Mushroom and Burrata Lasagnette
['3 tablespoons unsalted butter, divided', '3 tablespoons olive oil, divided, plus more for brushing', '1 1/2 pounds mixed mushrooms (such as chanterelle, crimini, and maitake), cut into bite-size pieces', 'Kosher salt, freshly ground pepper', '1 large shallot, finely chopped', '1/3 cup dry white wine', '1 cup ricotta', '1/4 cup heavy cream', '6 fresh pasta sheets (about 7x5") or 12 dried lasagna noodles', '8 ounces burrata or fresh mozzarella, torn into large pieces', '1 1/2 ounces Parmesan, finely grated', '6 teaspoons marjoram leaves', '1/2 bunch Tuscan kale, ribs and stems removed, leaves torn', '1 tablespoon white wine vinegar']
Preheat oven to 425°F. Heat 1 tablespoon butter and 1 tablespoon oil in a large skillet over medium-high. Add half of mushrooms, season with salt and pepper, and cook, stirring occasionally, until browned and starting to crisp, 8–10 minutes. Transfer to a medium bowl. Repeat with 1 tablespoon butter, 1 tablespoon oil, and remaining mushrooms. Return all mushrooms to skillet (reserve bowl) and add shallot, wine, and remaining 1 tablespoon butter. Cook, stirring occasionally, until skillet is dry, about 5 minutes. Return mushrooms to bowl.
Combine ricotta and cream in a small bowl; season with salt and pepper.

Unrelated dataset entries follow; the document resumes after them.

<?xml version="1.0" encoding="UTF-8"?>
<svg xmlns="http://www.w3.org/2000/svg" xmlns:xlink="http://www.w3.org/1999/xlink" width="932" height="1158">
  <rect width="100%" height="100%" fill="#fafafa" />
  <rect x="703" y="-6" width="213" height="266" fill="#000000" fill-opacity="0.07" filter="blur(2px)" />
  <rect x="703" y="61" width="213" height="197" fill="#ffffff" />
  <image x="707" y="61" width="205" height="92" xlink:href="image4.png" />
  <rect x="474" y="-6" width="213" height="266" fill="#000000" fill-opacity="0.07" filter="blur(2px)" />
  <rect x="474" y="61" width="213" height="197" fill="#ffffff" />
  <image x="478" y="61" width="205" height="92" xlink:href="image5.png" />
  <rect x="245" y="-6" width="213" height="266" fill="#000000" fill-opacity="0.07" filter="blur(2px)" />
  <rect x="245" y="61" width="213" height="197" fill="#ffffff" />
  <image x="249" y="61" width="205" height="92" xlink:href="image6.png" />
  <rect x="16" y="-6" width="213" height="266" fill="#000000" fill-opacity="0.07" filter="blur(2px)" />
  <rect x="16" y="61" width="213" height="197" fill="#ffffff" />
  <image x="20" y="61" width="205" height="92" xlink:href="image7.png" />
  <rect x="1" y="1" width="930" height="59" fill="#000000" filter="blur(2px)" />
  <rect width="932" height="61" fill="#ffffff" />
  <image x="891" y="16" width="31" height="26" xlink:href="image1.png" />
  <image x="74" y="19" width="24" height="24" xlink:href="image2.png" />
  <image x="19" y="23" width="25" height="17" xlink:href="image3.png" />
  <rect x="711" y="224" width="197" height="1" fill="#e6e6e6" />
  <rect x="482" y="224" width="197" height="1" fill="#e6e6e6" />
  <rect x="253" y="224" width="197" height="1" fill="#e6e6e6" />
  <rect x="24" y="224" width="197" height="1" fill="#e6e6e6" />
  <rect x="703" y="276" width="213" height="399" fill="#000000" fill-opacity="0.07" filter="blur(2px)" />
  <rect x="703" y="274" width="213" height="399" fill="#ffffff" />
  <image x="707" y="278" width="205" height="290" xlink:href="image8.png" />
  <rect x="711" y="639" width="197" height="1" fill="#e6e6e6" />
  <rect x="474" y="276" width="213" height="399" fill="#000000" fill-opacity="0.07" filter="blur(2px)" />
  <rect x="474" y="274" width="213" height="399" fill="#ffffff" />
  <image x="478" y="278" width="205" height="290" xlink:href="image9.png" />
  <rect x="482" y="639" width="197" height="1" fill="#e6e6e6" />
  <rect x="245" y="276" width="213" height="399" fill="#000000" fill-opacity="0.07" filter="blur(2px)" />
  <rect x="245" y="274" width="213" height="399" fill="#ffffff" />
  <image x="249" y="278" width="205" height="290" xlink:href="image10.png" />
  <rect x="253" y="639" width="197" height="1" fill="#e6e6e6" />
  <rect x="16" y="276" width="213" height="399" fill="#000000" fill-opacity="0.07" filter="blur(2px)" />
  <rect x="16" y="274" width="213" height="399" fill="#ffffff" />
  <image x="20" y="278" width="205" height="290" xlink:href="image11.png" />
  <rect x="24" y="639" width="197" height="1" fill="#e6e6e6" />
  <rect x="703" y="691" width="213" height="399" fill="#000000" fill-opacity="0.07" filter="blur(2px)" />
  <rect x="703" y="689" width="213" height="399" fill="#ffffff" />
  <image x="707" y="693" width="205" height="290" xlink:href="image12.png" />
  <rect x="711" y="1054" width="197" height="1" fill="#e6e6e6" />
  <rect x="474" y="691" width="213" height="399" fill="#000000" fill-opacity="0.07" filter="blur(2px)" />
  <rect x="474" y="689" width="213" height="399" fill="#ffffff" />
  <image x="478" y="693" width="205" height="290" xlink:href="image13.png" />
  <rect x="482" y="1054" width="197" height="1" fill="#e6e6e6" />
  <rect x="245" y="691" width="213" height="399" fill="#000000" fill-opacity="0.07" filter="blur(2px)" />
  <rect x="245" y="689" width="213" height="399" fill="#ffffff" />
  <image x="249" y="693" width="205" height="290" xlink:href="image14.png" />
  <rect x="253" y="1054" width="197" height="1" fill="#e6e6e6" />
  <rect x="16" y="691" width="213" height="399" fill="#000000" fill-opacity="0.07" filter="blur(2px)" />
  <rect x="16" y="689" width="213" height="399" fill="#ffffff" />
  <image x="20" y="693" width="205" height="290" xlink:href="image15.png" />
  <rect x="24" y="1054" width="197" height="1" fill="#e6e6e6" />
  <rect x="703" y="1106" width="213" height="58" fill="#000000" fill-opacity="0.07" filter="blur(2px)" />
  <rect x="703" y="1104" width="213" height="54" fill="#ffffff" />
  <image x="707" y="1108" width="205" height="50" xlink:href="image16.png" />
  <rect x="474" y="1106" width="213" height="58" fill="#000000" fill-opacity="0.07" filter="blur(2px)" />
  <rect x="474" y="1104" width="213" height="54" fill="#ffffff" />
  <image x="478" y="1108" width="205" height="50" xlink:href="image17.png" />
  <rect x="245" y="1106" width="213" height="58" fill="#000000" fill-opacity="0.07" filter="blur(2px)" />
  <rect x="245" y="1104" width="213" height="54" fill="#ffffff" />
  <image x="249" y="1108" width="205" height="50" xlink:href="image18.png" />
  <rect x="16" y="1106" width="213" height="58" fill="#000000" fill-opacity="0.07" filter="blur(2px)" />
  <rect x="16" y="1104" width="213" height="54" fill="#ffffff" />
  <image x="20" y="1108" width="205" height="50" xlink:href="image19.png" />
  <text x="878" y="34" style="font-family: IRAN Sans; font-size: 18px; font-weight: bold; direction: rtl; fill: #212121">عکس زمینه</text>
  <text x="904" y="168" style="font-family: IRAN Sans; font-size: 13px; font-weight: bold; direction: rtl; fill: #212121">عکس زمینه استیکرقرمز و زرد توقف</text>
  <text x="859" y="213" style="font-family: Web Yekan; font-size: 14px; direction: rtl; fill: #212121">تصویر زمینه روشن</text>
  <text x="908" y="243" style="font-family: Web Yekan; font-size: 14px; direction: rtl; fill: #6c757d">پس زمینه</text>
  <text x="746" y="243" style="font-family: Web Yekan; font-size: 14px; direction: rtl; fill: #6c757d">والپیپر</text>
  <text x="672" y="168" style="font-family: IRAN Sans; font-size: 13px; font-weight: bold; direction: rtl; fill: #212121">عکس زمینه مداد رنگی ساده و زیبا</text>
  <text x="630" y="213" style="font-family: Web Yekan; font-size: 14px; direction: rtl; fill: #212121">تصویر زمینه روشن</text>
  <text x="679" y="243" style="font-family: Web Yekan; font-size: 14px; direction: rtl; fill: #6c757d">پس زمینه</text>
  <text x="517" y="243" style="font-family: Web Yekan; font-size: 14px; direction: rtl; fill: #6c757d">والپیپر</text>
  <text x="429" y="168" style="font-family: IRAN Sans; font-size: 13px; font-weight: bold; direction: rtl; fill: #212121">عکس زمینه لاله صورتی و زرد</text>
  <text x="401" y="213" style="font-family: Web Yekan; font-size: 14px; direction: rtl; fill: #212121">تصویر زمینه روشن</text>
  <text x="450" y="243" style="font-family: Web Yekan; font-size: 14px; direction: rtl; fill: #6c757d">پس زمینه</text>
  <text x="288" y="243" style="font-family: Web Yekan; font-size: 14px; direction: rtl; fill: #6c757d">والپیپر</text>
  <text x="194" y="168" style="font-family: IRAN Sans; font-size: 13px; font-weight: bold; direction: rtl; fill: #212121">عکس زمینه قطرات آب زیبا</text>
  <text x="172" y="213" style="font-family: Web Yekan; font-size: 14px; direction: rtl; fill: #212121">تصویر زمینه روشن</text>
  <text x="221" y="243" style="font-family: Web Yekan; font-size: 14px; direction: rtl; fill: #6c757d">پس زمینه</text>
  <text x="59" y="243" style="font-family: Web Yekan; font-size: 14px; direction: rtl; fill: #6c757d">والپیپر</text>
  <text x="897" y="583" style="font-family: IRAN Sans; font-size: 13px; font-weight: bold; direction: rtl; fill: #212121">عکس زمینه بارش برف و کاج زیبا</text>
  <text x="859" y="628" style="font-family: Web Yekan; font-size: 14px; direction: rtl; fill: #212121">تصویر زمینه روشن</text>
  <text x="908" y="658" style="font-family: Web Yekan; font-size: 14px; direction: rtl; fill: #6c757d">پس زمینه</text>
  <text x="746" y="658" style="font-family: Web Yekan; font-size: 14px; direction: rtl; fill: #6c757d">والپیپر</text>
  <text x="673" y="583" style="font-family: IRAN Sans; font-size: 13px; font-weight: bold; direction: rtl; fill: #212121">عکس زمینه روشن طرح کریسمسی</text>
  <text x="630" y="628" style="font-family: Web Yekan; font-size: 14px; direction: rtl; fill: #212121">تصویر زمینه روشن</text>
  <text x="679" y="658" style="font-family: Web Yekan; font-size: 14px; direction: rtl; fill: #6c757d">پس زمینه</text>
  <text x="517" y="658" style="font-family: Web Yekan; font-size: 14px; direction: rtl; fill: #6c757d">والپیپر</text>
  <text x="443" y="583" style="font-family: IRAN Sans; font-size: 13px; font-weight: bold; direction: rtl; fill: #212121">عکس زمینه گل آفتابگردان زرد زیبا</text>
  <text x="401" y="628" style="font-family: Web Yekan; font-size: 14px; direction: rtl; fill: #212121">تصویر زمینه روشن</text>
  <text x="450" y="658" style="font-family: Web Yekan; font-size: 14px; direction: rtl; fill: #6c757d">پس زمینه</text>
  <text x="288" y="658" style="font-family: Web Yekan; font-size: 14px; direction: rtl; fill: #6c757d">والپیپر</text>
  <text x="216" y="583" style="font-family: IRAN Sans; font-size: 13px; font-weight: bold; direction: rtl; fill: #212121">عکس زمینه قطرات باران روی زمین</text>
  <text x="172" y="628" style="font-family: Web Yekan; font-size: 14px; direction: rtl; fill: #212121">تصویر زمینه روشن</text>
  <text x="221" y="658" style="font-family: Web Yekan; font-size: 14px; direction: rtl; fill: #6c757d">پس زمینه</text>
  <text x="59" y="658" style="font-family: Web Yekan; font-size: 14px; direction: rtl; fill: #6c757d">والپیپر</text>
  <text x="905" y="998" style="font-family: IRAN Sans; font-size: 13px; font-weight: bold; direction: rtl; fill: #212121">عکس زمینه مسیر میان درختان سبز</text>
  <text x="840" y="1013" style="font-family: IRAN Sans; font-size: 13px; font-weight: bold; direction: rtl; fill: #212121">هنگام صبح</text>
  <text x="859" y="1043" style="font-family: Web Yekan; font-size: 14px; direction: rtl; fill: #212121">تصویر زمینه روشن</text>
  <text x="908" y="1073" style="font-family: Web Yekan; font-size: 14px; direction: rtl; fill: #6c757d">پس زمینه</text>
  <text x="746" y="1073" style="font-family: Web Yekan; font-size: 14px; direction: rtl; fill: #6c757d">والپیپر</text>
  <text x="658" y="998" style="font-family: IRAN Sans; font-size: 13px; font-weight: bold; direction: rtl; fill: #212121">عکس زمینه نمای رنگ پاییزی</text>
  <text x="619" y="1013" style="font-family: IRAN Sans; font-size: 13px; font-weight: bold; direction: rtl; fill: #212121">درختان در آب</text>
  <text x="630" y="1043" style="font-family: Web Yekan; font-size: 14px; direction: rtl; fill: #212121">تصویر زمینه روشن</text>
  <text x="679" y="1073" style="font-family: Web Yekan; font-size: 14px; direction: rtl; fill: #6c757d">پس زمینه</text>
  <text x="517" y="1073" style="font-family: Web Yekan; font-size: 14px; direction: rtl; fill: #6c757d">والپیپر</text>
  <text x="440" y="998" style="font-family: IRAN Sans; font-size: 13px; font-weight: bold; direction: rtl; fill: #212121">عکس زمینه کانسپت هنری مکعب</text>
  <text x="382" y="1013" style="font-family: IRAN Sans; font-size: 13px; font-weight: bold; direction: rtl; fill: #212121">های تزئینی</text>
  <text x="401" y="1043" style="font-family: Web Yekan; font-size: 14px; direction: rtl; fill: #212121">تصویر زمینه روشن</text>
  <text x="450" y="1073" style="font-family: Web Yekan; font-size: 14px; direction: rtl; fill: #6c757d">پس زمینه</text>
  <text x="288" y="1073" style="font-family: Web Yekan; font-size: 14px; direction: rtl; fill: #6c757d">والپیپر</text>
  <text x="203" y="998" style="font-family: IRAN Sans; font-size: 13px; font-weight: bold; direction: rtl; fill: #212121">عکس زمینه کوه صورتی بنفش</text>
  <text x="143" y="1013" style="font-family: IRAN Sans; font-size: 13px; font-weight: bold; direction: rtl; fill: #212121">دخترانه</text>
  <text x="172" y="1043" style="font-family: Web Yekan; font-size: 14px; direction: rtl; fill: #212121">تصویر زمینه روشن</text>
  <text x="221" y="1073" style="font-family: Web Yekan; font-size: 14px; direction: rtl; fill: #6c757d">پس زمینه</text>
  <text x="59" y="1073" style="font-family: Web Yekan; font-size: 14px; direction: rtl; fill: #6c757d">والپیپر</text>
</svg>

Working in batches, cook pasta in a large pot of boiling salted water, stirring occasionally, until just softened, about 30 seconds. (If using dried noodles, cook until al dente.) Transfer noodles to a large rimmed baking sheet as you go, brushing with oil and overlapping as needed.
Spread a thin layer of ricotta mixture in a small baking dish and top with a pasta sheet (if using dried, use 2 noodles side by side). Spread a large spoonful of ricotta mixture over pasta, scatter some mushrooms over, then a few pieces of burrata. Top evenly with some Parmesan and 1 teaspoon marjoram leaves. Repeat layering process (starting with noodles and ending with marjoram) 5 more times; finish with the last of the Parmesan and a grind or two of pepper.
Cover lasagnette with foil and bake until warmed through, 10–15 minutes. Remove foil and continue baking until golden brown, 15–20 minutes. Let cool at least 5 minutes.
Meanwhile, toss kale in a large bowl with vinegar and remaining 1 tablespoon oil to coat and massage leaves just to soften slightly; season with salt and pepper. Serve lasagnette with kale alongside.
Lasagnette can be assembled 1 day ahead. Cover and chill.